Write the data out again exactly, with no pictures.

# # # #

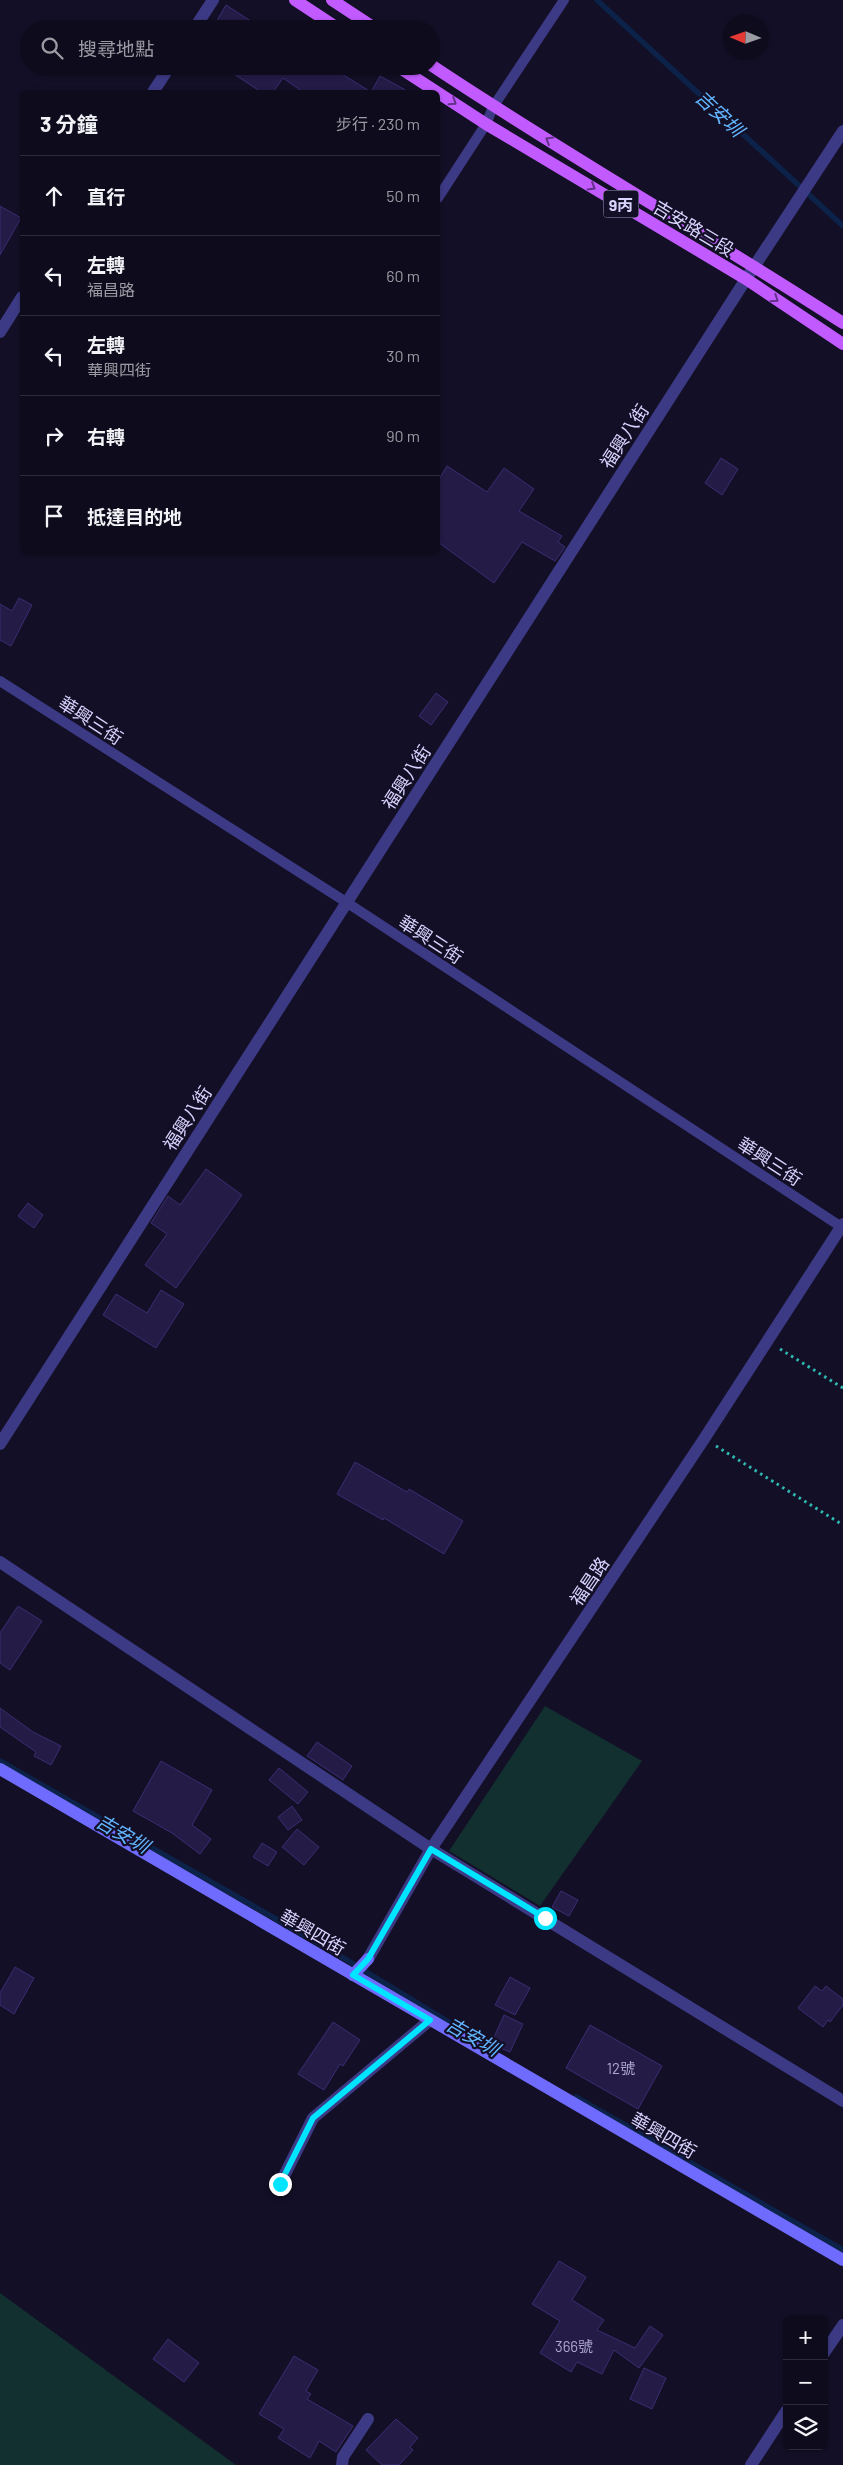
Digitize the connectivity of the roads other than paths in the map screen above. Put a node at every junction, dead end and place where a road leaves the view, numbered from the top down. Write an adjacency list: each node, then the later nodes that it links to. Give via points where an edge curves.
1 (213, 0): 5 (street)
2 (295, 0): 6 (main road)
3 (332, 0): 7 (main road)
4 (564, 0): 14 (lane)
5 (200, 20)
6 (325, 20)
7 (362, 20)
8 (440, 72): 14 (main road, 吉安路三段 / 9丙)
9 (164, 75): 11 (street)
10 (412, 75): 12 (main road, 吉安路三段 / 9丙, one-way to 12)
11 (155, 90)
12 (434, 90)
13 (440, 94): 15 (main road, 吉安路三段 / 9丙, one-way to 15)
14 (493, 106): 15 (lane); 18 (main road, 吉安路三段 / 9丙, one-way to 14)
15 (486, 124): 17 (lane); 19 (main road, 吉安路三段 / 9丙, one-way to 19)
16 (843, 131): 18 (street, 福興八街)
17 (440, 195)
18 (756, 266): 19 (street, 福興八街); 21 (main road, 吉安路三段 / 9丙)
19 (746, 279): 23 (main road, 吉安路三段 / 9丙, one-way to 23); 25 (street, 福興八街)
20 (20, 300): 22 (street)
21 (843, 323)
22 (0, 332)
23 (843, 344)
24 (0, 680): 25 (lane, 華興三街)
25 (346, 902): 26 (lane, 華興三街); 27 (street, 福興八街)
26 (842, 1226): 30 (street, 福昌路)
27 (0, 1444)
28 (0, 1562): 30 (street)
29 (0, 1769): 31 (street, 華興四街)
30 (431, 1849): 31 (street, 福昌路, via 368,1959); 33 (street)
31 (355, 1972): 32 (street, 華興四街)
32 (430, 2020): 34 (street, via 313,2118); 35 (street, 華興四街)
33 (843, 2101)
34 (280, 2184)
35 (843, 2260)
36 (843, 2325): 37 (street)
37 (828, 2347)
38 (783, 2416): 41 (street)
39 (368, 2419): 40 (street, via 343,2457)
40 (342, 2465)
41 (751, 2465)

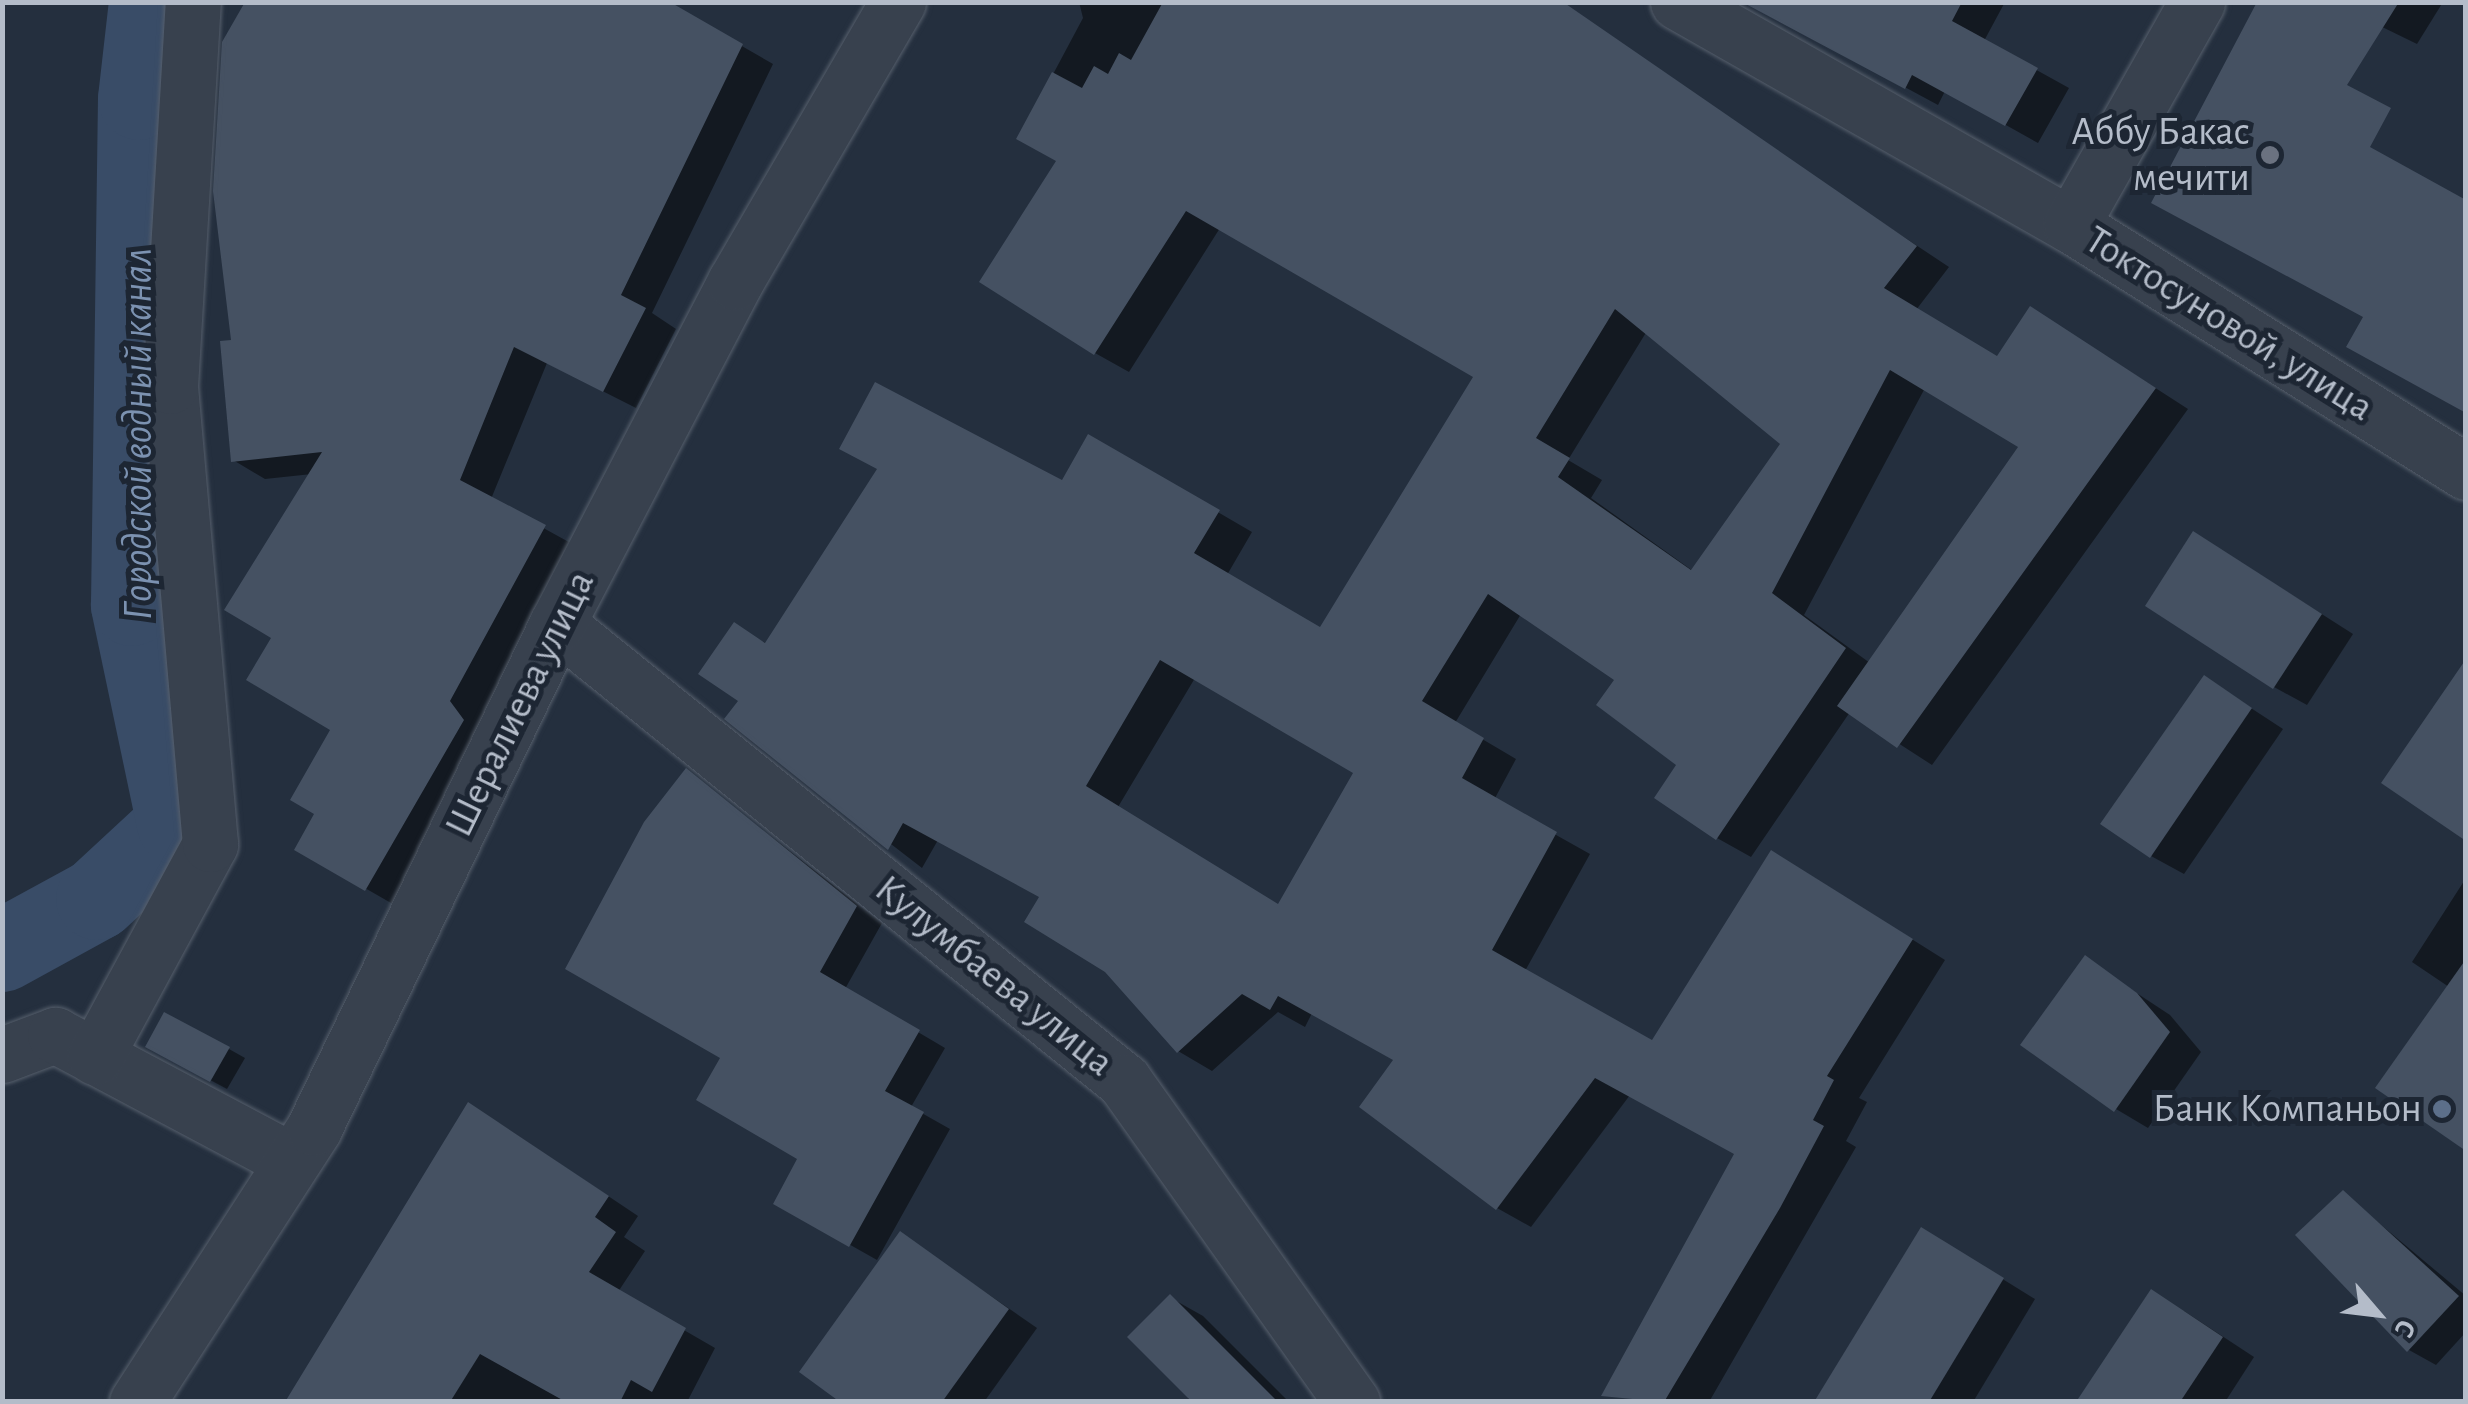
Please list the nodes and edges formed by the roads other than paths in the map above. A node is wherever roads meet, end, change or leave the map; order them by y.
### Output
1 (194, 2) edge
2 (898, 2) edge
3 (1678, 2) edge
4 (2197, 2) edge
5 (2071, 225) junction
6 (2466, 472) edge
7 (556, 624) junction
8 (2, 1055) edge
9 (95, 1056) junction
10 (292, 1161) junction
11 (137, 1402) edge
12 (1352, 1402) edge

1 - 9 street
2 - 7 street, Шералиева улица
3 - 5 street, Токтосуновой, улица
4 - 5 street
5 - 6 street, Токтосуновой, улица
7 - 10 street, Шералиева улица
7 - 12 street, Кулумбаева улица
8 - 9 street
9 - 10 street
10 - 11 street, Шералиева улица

# # # #

* **Response to the task**:
Digitize the connectivity of the roads other than paths in the map screen above. Put a node at every junction, dead end and place where a road leaves the view, numbered from the top down. Write an adjacency list: each node, then the later nodes that it links to. Give via points where an edge curves.
1 (213, 0): 5 (street)
2 (295, 0): 6 (main road)
3 (332, 0): 7 (main road)
4 (564, 0): 14 (lane)
5 (200, 20)
6 (325, 20)
7 (362, 20)
8 (440, 72): 14 (main road, 吉安路三段 / 9丙)
9 (164, 75): 11 (street)
10 (412, 75): 12 (main road, 吉安路三段 / 9丙, one-way to 12)
11 (155, 90)
12 (434, 90)
13 (440, 94): 15 (main road, 吉安路三段 / 9丙, one-way to 15)
14 (493, 106): 15 (lane); 18 (main road, 吉安路三段 / 9丙, one-way to 14)
15 (486, 124): 17 (lane); 19 (main road, 吉安路三段 / 9丙, one-way to 19)
16 (843, 131): 18 (street, 福興八街)
17 (440, 195)
18 (756, 266): 19 (street, 福興八街); 21 (main road, 吉安路三段 / 9丙)
19 (746, 279): 23 (main road, 吉安路三段 / 9丙, one-way to 23); 25 (street, 福興八街)
20 (20, 300): 22 (street)
21 (843, 323)
22 (0, 332)
23 (843, 344)
24 (0, 680): 25 (lane, 華興三街)
25 (346, 902): 26 (lane, 華興三街); 27 (street, 福興八街)
26 (842, 1226): 30 (street, 福昌路)
27 (0, 1444)
28 (0, 1562): 30 (street)
29 (0, 1769): 31 (street, 華興四街)
30 (431, 1849): 31 (street, 福昌路, via 368,1959); 33 (street)
31 (355, 1972): 32 (street, 華興四街)
32 (430, 2020): 34 (street, via 313,2118); 35 (street, 華興四街)
33 (843, 2101)
34 (280, 2184)
35 (843, 2260)
36 (843, 2325): 37 (street)
37 (828, 2347)
38 (783, 2416): 41 (street)
39 (368, 2419): 40 (street, via 343,2457)
40 (342, 2465)
41 (751, 2465)

Please list the nodes and edges formed by the roads other than paths in the map above. A node is wherever roads meet, end, change or leave the map; order them by y.
### Output
1 (194, 2) edge
2 (898, 2) edge
3 (1678, 2) edge
4 (2197, 2) edge
5 (2071, 225) junction
6 (2466, 472) edge
7 (556, 624) junction
8 (2, 1055) edge
9 (95, 1056) junction
10 (292, 1161) junction
11 (137, 1402) edge
12 (1352, 1402) edge

1 - 9 street
2 - 7 street, Шералиева улица
3 - 5 street, Токтосуновой, улица
4 - 5 street
5 - 6 street, Токтосуновой, улица
7 - 10 street, Шералиева улица
7 - 12 street, Кулумбаева улица
8 - 9 street
9 - 10 street
10 - 11 street, Шералиева улица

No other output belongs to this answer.